What Should Autism Research Focus Upon? Community Views and Priorities from the United Kingdom

Pellicano et al. (2014) full text summary PDF

For which topic were research priorities identified?

autism

In which location was the research priority setting conducted?

Europe - United Kingdom

Why was it conducted at all?

The rise in the measured prevalence of autism has been accompanied by much new research and research investment internationally. The expressed hope is that the surge in investment in autism research might lead to translational benefits that will, in time, enhance the life chances of autistic people and their families (Insel and Daniels, 2011). Yet, it can only achieve this goal if such research is directed towards those areas where it is most needed and can make the most impact.

What was the objective?

to establish whether the pattern of current UK autism research funding maps on to the concerns of the autism community

What was the outcome?

a ranking list of 13 research questions

How long did the research prioritization take?

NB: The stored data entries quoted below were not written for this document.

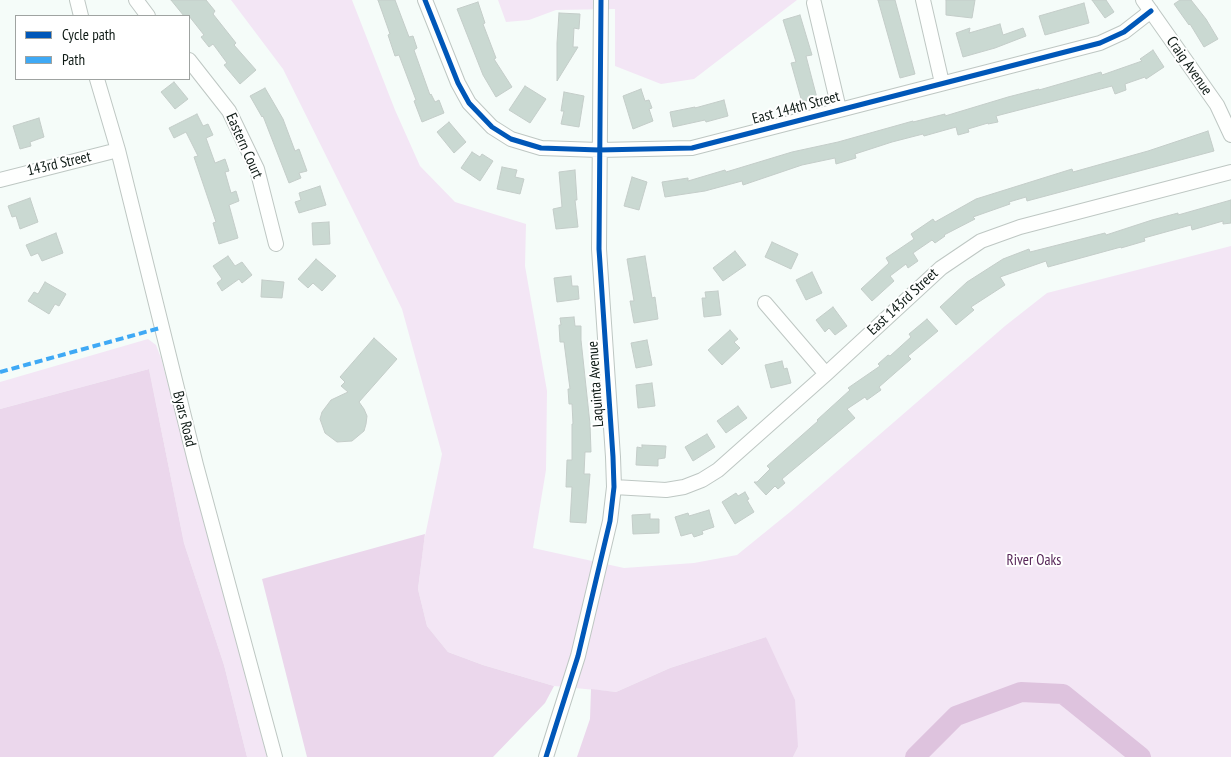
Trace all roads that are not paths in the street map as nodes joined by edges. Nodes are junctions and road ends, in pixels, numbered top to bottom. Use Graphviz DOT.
graph roads {
  1 [pos="76,0"];
  2 [pos="136,0"];
  3 [pos="425,0"];
  4 [pos="601,0"];
  5 [pos="923,0"];
  6 [pos="814,3"];
  7 [pos="1147,6"];
  8 [pos="81,15"];
  9 [pos="147,15"];
  10 [pos="190,61"];
  11 [pos="97,80"];
  12 [pos="942,83"];
  13 [pos="839,109"];
  14 [pos="1231,135"];
  15 [pos="118,150"];
  16 [pos="600,150"];
  17 [pos="1231,172"];
  18 [pos="0,180"];
  19 [pos="276,244"];
  20 [pos="765,303"];
  21 [pos="826,374"];
  22 [pos="614,487"];
  23 [pos="275,757"];
  24 [pos="546,757"];
  1 -- 8 [label="street"];
  2 -- 9 [label="street"];
  3 -- 16 [label="street, East 144th Street"];
  4 -- 16 [label="street, Laquinta Avenue"];
  5 -- 12 [label="street"];
  6 -- 13 [label="street"];
  7 -- 12 [label="street, East 144th Street"];
  7 -- 14 [label="street, Craig Avenue"];
  10 -- 19 [label="street, Eastern Court"];
  11 -- 15 [label="street, Byars Road"];
  12 -- 13 [label="street, East 144th Street"];
  13 -- 16 [label="street, East 144th Street"];
  15 -- 18 [label="street, 143rd Street"];
  15 -- 23 [label="street, Byars Road"];
  16 -- 22 [label="street, Laquinta Avenue"];
  17 -- 21 [label="street, East 143rd Street"];
  20 -- 21 [label="street"];
  21 -- 22 [label="street, East 143rd Street"];
  22 -- 24 [label="street, Laquinta Avenue"];
}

December 2012 - February 2013

Which methods were used to identify research priorities?

focus group; interview; survey

How were the priorities for research identified exactly?

Step 1: interviews and focus groups with autistic adults, family members, practitioners and researchers to identify their priorities for research, 11 focus groups and 10 interviews to gain an understanding of participants' knowledge of current UK autism research, their views on the pattern of UK funding and their priorities for future UK autism research, each focus group kept exclusive (e.g. researchers only, autistic adults only). Step 2: survey: participants were asked to rate the importance of 13 research questions and to state which 3 of the 13 questions were most important to them, the 13 questions were derived from 6 key research areas identified in interviews and focus groups, participants also asked to rate how satisfied they were with the pattern of UK funding and the extent to which they felt it represented their own priorities

Which stakeholders took part?

Autistic adults, family members, practitioners and researchers. Focus groups: 72 participants: 14 autistic adults, 27 parents of autistic children, 20 practitioners (18 female, 2 speech and language therapists, 16 teachers, 2 educational psychologists) and 11 autism researchers. Survey: 1624 participants: 122 autistic individuals, 825 parents or carers of a child with autism, 24 sons, daughters or siblings of an individual with autism, 426 practitioners working with autistic people, 120 autism researchers.

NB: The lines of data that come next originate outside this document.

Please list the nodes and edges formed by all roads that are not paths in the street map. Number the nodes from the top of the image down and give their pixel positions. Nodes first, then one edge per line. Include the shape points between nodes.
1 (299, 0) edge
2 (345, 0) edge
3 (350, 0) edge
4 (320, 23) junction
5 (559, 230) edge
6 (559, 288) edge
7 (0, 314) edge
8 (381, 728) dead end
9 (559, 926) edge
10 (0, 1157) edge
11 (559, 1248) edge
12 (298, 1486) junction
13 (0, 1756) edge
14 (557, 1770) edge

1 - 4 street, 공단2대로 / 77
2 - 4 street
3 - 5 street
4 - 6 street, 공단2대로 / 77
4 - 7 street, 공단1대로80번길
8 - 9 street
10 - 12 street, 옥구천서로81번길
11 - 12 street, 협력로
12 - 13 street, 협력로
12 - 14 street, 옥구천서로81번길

How were stakeholders recruited?

Participants for the focus groups were recruited via community and personal contacts of the research team. For the online survey, community members were recruited via community contacts, including autistic organizations, parent advocacy groups and practitioner networks in and around the UK. The project team used a convenience sample method - snowball sampling - that relied on referral from initial participants (through word-of-mouth, email, social media) to generate additional participants. The project team recruited UK autism researchers by extracting the contact details of those who had published a scholarly article on autism between 2011 and 2012.

Were stakeholders actively involved or did they just participate?

Stakeholders were mere participants of the research prioritization process; they were not actively involved in the process.